Practice item. Set the material below down again exactly, with no pictures.

_ _ _ _ _ _ _

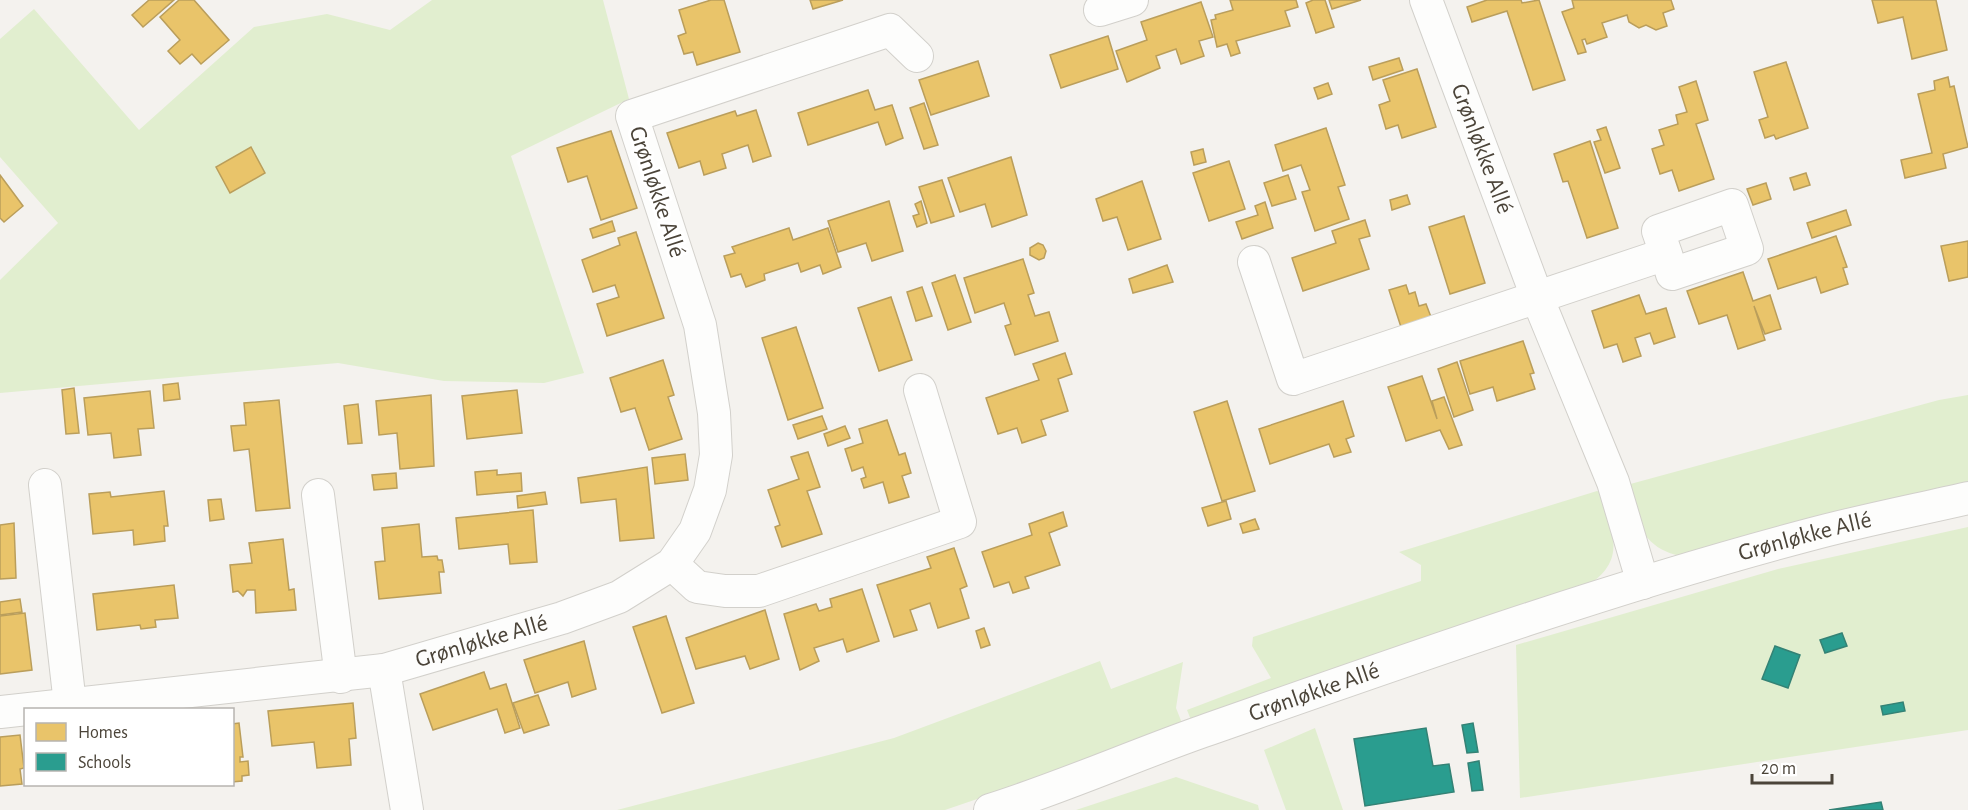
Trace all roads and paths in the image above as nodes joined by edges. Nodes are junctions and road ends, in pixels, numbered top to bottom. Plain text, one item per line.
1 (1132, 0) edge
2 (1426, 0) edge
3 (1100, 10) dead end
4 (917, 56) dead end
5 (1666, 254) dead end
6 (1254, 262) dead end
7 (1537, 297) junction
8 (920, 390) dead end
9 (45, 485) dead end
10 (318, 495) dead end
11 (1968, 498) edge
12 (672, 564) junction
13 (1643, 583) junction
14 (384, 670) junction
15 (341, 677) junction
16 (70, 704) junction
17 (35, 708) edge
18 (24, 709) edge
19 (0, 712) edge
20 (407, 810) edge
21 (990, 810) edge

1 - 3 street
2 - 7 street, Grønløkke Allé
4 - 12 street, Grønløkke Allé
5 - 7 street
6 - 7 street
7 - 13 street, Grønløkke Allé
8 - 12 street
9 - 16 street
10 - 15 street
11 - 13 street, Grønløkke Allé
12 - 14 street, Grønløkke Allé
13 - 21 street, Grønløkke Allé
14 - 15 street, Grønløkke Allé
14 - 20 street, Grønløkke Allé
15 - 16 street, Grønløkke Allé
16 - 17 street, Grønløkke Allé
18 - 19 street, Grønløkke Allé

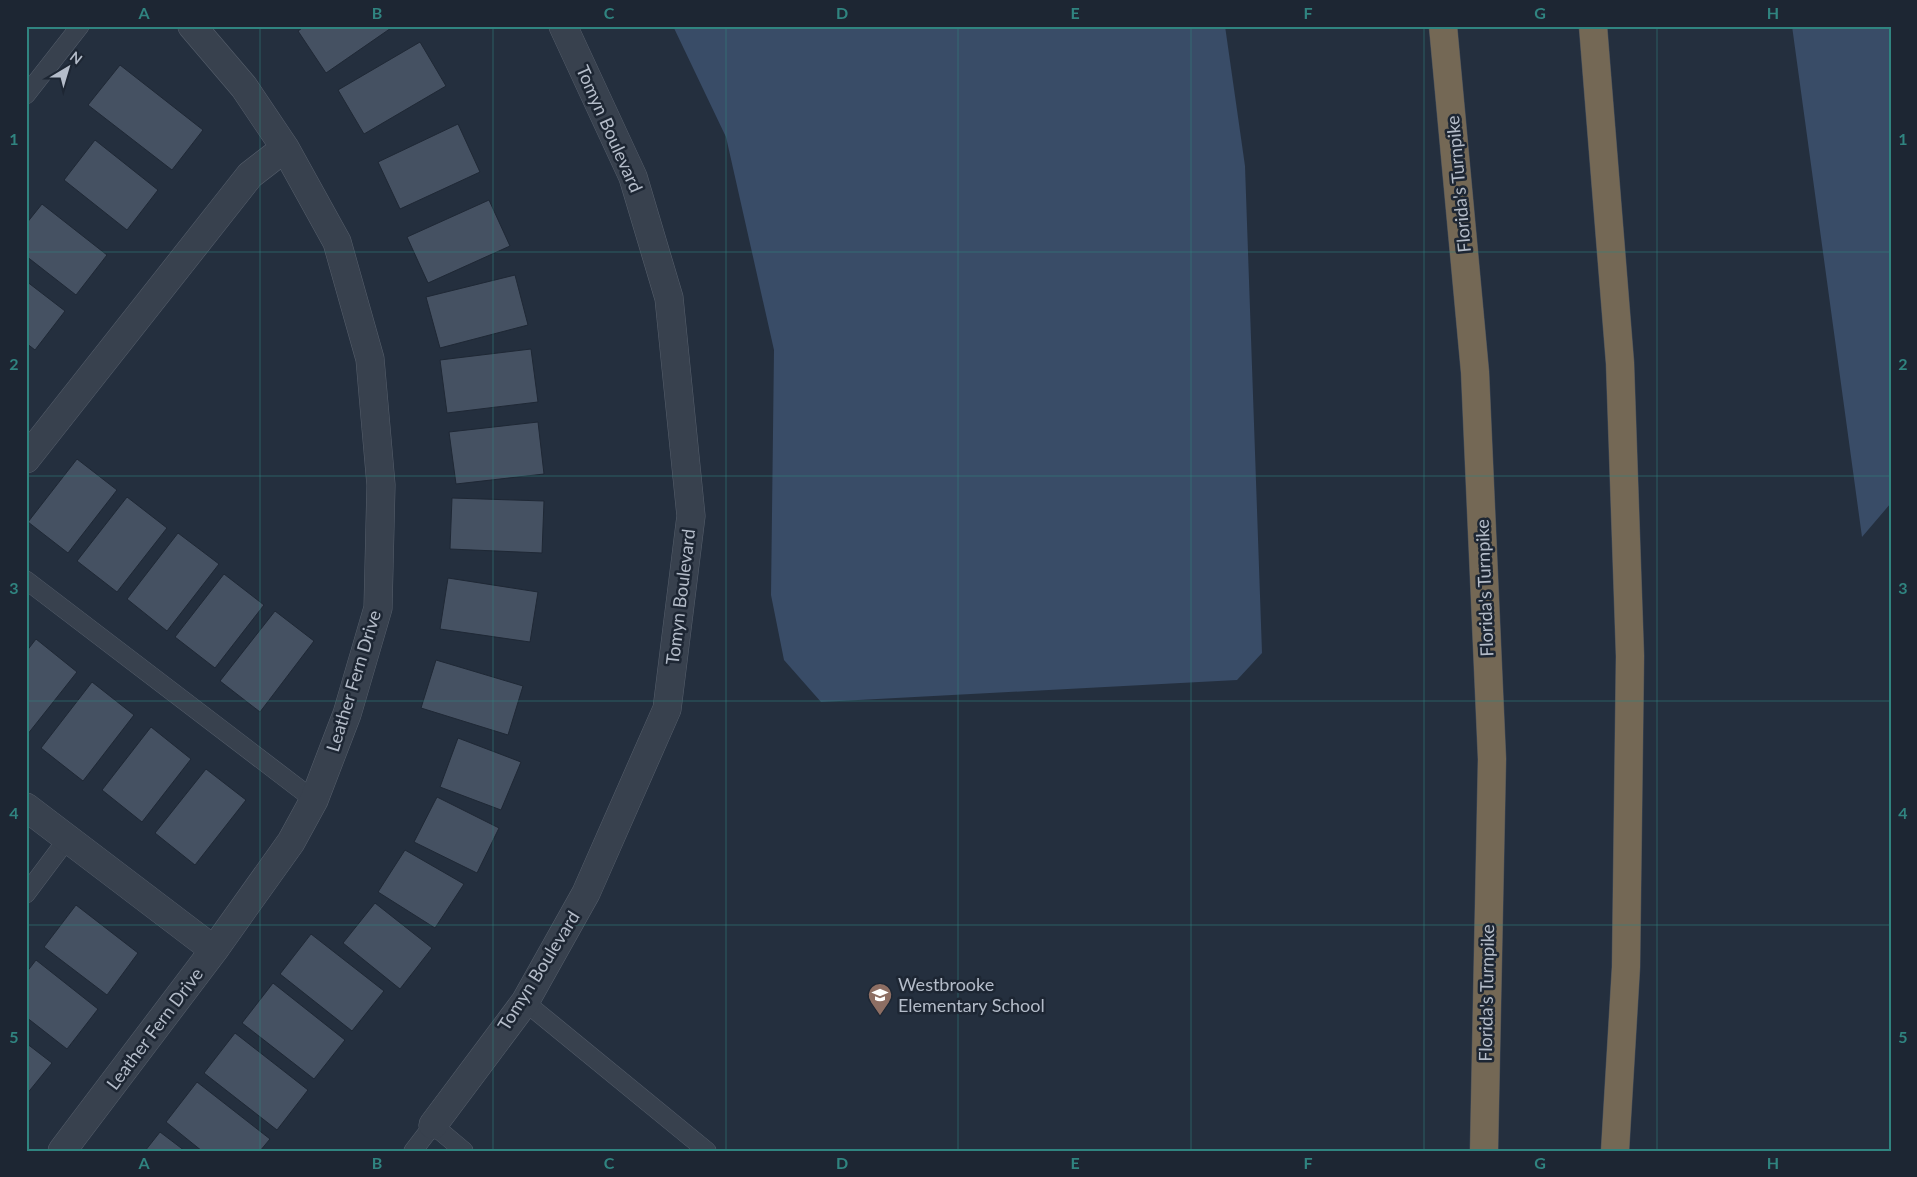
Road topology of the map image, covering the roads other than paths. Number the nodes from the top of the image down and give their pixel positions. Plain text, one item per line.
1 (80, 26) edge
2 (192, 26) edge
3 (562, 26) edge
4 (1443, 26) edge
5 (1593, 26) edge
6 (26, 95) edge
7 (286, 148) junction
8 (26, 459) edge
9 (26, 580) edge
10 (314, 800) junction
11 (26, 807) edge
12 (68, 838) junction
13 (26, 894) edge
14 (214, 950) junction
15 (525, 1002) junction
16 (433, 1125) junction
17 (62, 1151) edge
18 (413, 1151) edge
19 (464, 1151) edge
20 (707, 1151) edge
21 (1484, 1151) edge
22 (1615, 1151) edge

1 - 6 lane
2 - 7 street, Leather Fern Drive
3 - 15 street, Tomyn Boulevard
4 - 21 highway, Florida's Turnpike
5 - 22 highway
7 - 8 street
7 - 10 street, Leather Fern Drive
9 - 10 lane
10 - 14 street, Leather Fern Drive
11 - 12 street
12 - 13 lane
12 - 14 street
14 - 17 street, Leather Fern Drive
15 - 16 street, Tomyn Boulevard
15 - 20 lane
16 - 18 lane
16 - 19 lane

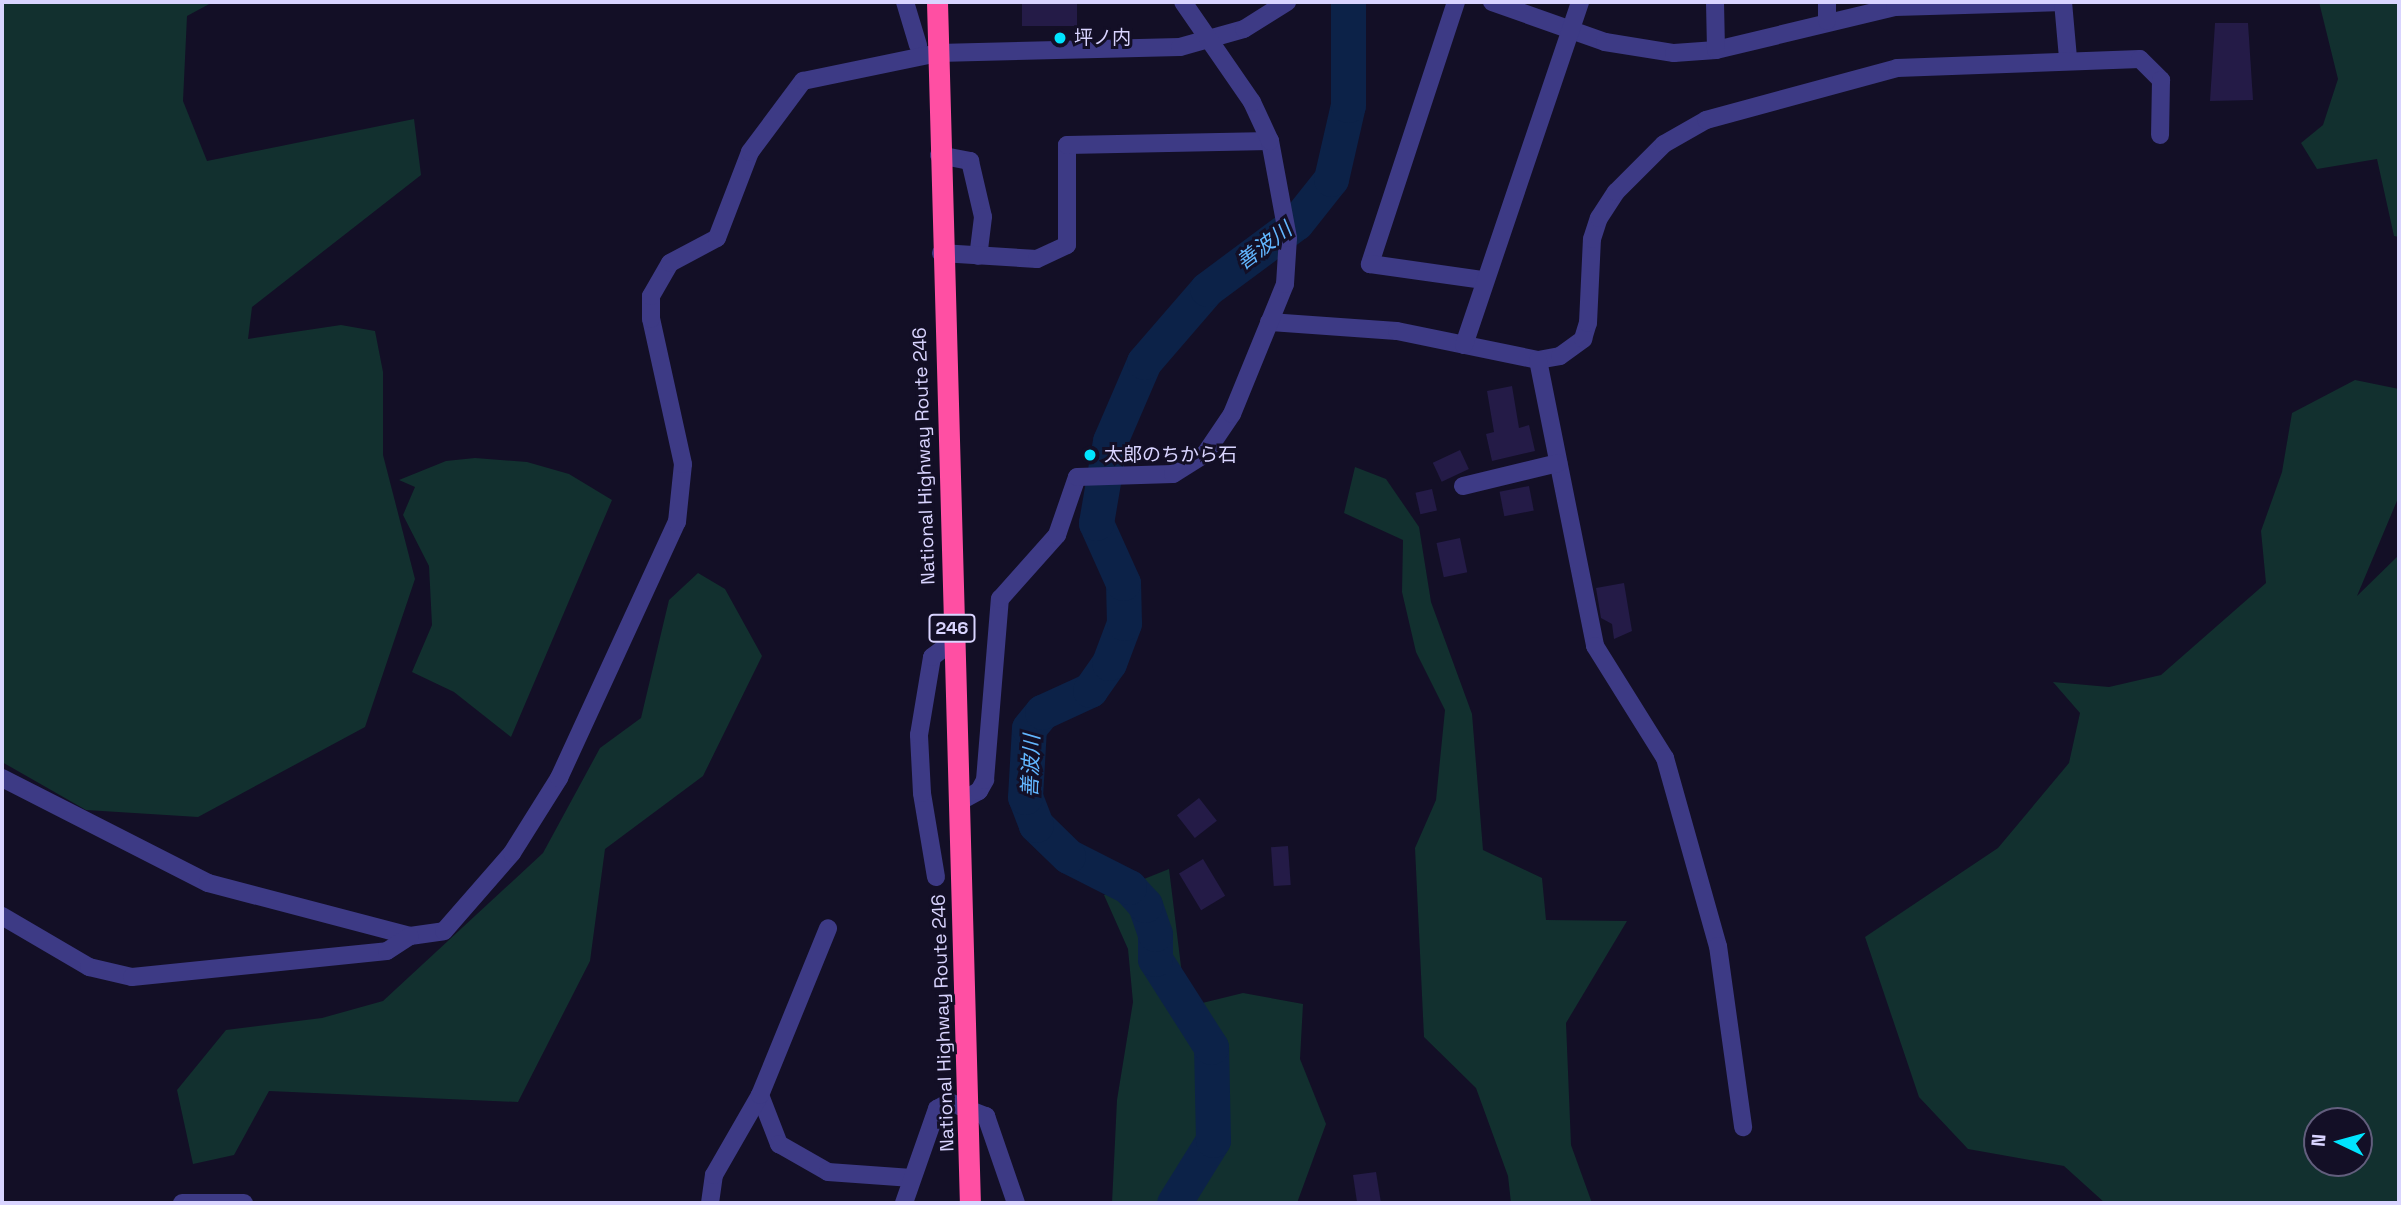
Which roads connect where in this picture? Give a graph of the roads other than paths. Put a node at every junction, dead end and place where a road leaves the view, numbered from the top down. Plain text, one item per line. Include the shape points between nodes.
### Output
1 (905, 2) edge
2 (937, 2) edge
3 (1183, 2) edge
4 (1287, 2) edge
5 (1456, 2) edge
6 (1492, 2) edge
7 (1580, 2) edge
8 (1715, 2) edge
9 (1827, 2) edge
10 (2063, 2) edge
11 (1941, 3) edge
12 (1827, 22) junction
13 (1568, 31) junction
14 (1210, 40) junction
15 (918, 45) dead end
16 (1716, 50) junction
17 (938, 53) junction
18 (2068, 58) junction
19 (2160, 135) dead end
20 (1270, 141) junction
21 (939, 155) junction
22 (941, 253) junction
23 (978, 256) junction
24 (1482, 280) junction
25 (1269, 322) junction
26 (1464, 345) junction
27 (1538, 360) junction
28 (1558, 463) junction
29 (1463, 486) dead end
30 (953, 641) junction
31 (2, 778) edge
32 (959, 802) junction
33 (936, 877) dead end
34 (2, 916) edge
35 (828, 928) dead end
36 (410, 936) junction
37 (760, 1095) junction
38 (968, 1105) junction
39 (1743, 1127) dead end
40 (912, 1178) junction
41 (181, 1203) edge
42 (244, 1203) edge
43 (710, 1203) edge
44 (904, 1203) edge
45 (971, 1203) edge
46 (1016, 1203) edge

_ _ _ _ _ _ _

■ WRITTEN RESPONSE ■
Trace all roads and paths in the image above as nodes joined by edges. Nodes are junctions and road ends, in pixels, numbered top to bottom. Plain text, one item per line.
1 (1132, 0) edge
2 (1426, 0) edge
3 (1100, 10) dead end
4 (917, 56) dead end
5 (1666, 254) dead end
6 (1254, 262) dead end
7 (1537, 297) junction
8 (920, 390) dead end
9 (45, 485) dead end
10 (318, 495) dead end
11 (1968, 498) edge
12 (672, 564) junction
13 (1643, 583) junction
14 (384, 670) junction
15 (341, 677) junction
16 (70, 704) junction
17 (35, 708) edge
18 (24, 709) edge
19 (0, 712) edge
20 (407, 810) edge
21 (990, 810) edge

1 - 3 street
2 - 7 street, Grønløkke Allé
4 - 12 street, Grønløkke Allé
5 - 7 street
6 - 7 street
7 - 13 street, Grønløkke Allé
8 - 12 street
9 - 16 street
10 - 15 street
11 - 13 street, Grønløkke Allé
12 - 14 street, Grønløkke Allé
13 - 21 street, Grønløkke Allé
14 - 15 street, Grønløkke Allé
14 - 20 street, Grønløkke Allé
15 - 16 street, Grønløkke Allé
16 - 17 street, Grønløkke Allé
18 - 19 street, Grønløkke Allé

Road topology of the map image, covering the roads other than paths. Number the nodes from the top of the image down and give their pixel positions. Plain text, one item per line.
1 (80, 26) edge
2 (192, 26) edge
3 (562, 26) edge
4 (1443, 26) edge
5 (1593, 26) edge
6 (26, 95) edge
7 (286, 148) junction
8 (26, 459) edge
9 (26, 580) edge
10 (314, 800) junction
11 (26, 807) edge
12 (68, 838) junction
13 (26, 894) edge
14 (214, 950) junction
15 (525, 1002) junction
16 (433, 1125) junction
17 (62, 1151) edge
18 (413, 1151) edge
19 (464, 1151) edge
20 (707, 1151) edge
21 (1484, 1151) edge
22 (1615, 1151) edge

1 - 6 lane
2 - 7 street, Leather Fern Drive
3 - 15 street, Tomyn Boulevard
4 - 21 highway, Florida's Turnpike
5 - 22 highway
7 - 8 street
7 - 10 street, Leather Fern Drive
9 - 10 lane
10 - 14 street, Leather Fern Drive
11 - 12 street
12 - 13 lane
12 - 14 street
14 - 17 street, Leather Fern Drive
15 - 16 street, Tomyn Boulevard
15 - 20 lane
16 - 18 lane
16 - 19 lane

Which roads connect where in this picture? Give a graph of the roads other than paths. Put a node at every junction, dead end and place where a road leaves the view, numbered from the top down. Plain text, one item per line. Include the shape points between nodes.
### Output
1 (905, 2) edge
2 (937, 2) edge
3 (1183, 2) edge
4 (1287, 2) edge
5 (1456, 2) edge
6 (1492, 2) edge
7 (1580, 2) edge
8 (1715, 2) edge
9 (1827, 2) edge
10 (2063, 2) edge
11 (1941, 3) edge
12 (1827, 22) junction
13 (1568, 31) junction
14 (1210, 40) junction
15 (918, 45) dead end
16 (1716, 50) junction
17 (938, 53) junction
18 (2068, 58) junction
19 (2160, 135) dead end
20 (1270, 141) junction
21 (939, 155) junction
22 (941, 253) junction
23 (978, 256) junction
24 (1482, 280) junction
25 (1269, 322) junction
26 (1464, 345) junction
27 (1538, 360) junction
28 (1558, 463) junction
29 (1463, 486) dead end
30 (953, 641) junction
31 (2, 778) edge
32 (959, 802) junction
33 (936, 877) dead end
34 (2, 916) edge
35 (828, 928) dead end
36 (410, 936) junction
37 (760, 1095) junction
38 (968, 1105) junction
39 (1743, 1127) dead end
40 (912, 1178) junction
41 (181, 1203) edge
42 (244, 1203) edge
43 (710, 1203) edge
44 (904, 1203) edge
45 (971, 1203) edge
46 (1016, 1203) edge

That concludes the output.